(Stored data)
--
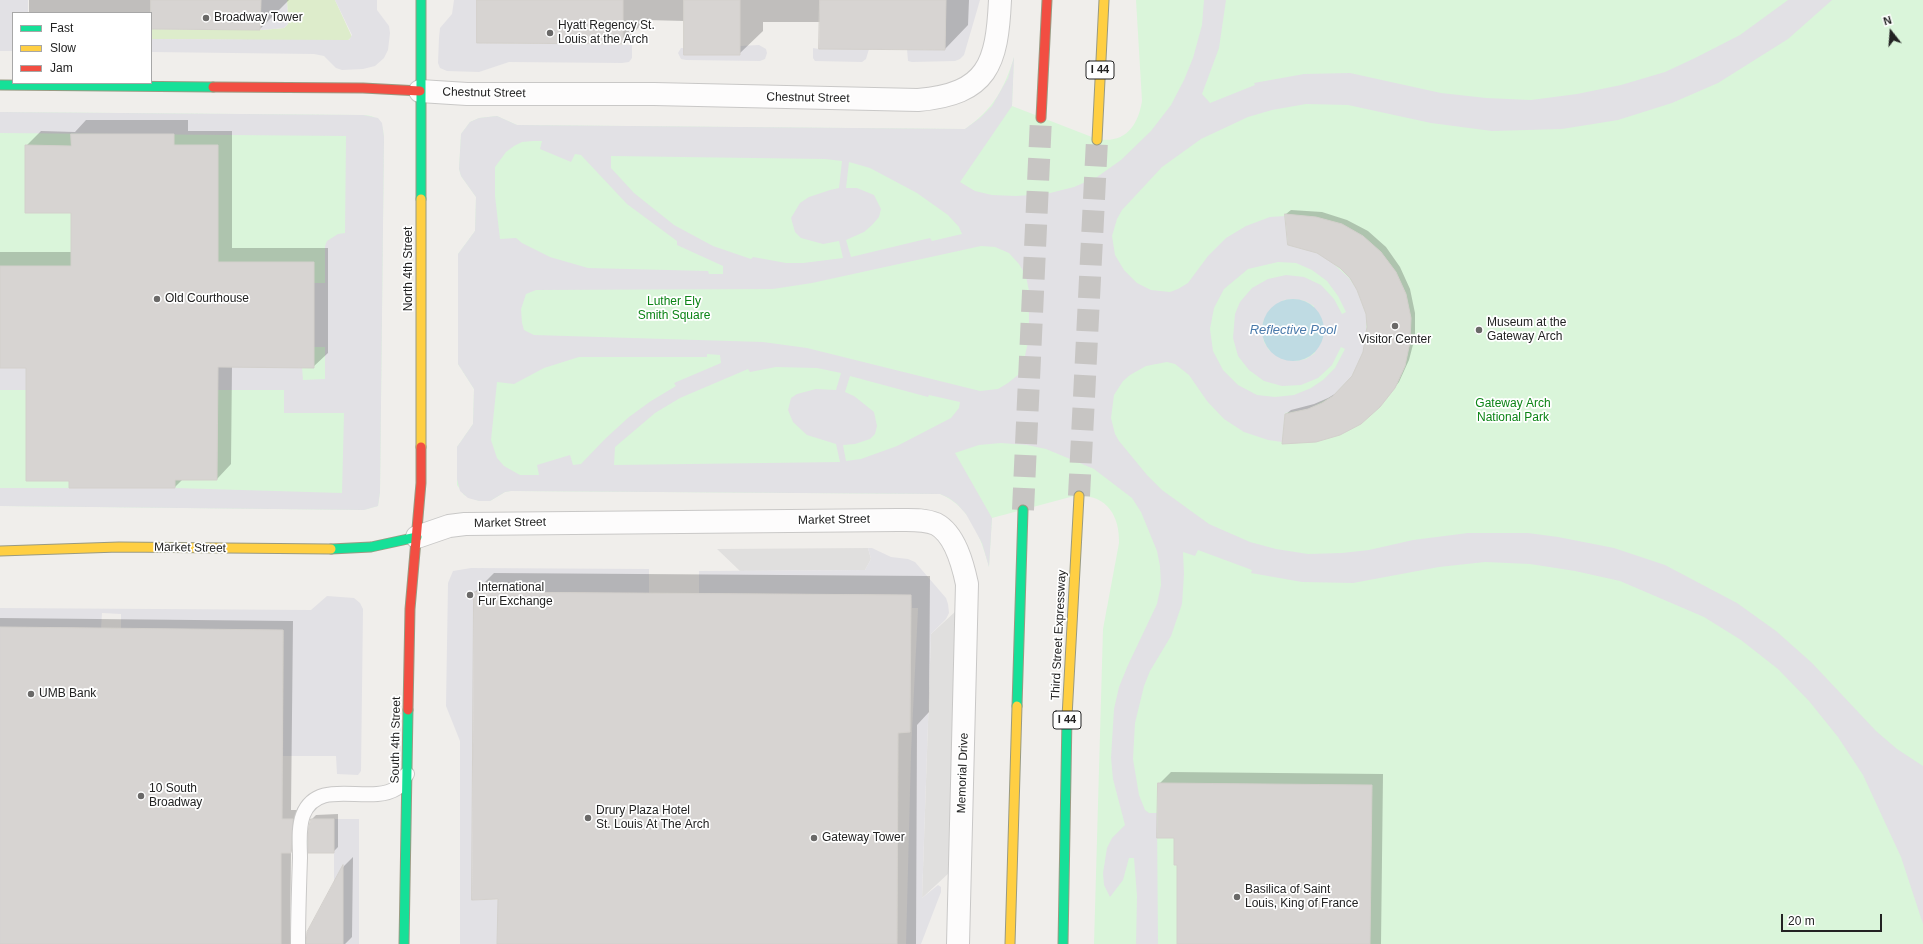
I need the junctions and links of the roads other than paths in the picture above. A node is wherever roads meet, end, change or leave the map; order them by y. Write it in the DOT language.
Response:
graph roads {
  1 [pos="421,0"];
  2 [pos="1000,0"];
  3 [pos="1047,0"];
  4 [pos="1104,0"];
  5 [pos="0,85"];
  6 [pos="420,91"];
  7 [pos="1042,118"];
  8 [pos="1097,140"];
  9 [pos="1078,496"];
  10 [pos="1023,510"];
  11 [pos="417,537"];
  12 [pos="0,550"];
  13 [pos="967,602"];
  14 [pos="407,774"];
  15 [pos="298,944"];
  16 [pos="404,944"];
  17 [pos="958,944"];
  18 [pos="1010,944"];
  19 [pos="1063,944"];
  1 -- 6 [label="main road, North 4th Street"];
  2 -- 6 [label="street, Chestnut Street"];
  3 -- 7 [label="main road"];
  4 -- 8 [label="main road, I 44"];
  5 -- 6 [label="main road, Chestnut Street"];
  6 -- 11 [label="main road, North 4th Street"];
  9 -- 19 [label="main road, Third Street Expressway / I 44"];
  10 -- 18 [label="main road"];
  11 -- 12 [label="main road, Market Street"];
  11 -- 13 [label="street, Market Street"];
  11 -- 14 [label="main road, South 4th Street"];
  13 -- 17 [label="street, Memorial Drive"];
  14 -- 15 [label="lane"];
  14 -- 16 [label="main road, South 4th Street"];
}
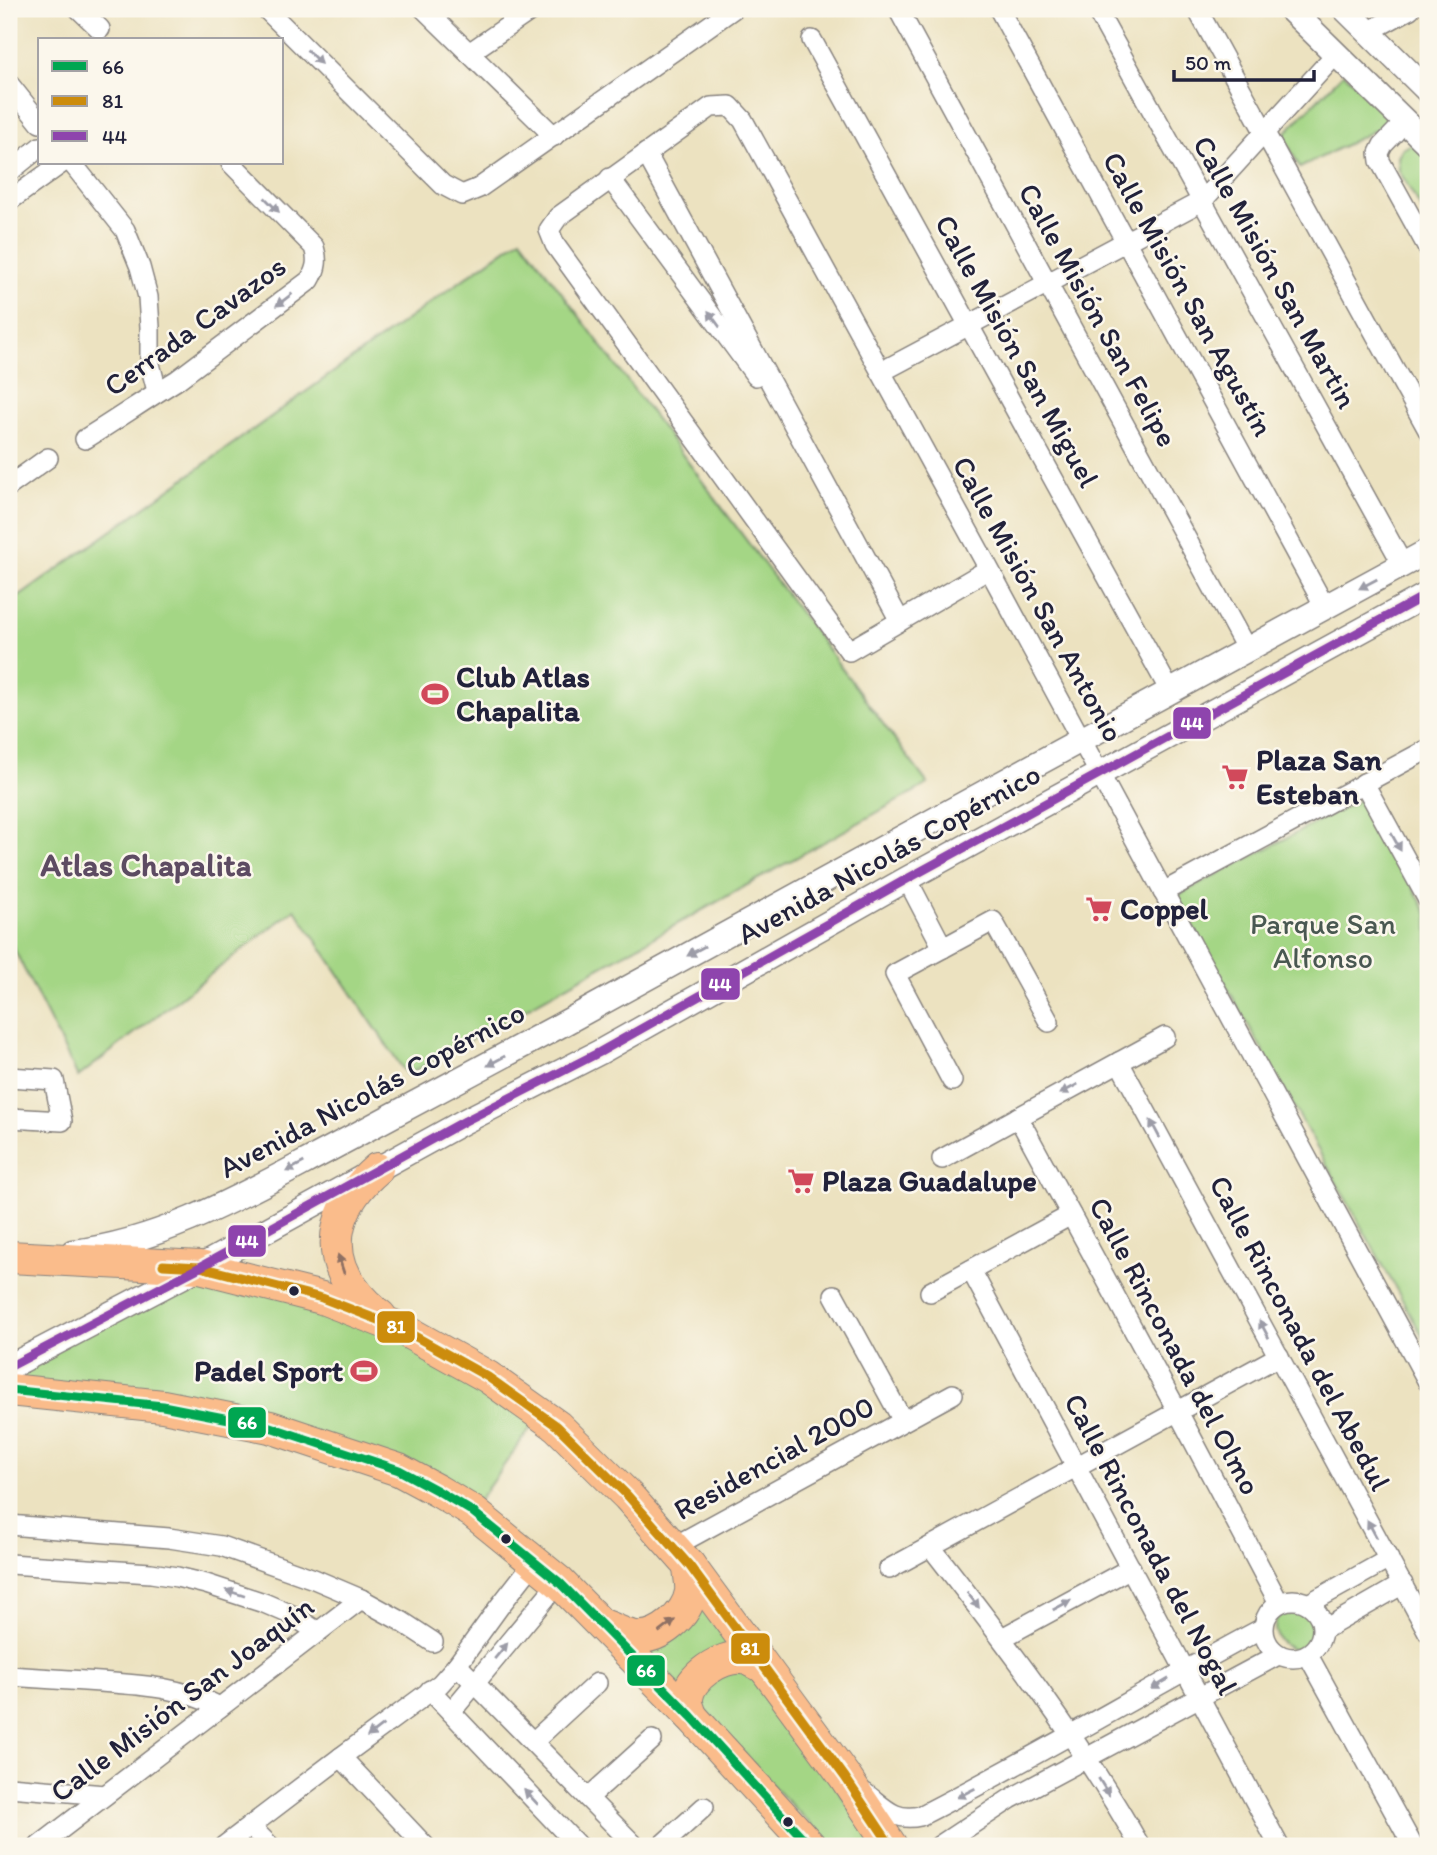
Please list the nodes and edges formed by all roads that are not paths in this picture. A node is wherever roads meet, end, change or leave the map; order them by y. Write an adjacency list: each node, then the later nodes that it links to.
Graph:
--
## TO DO
In the entries above, work out how many lines contain the string "links", and give only that number.

## WRITTEN RESPONSE
2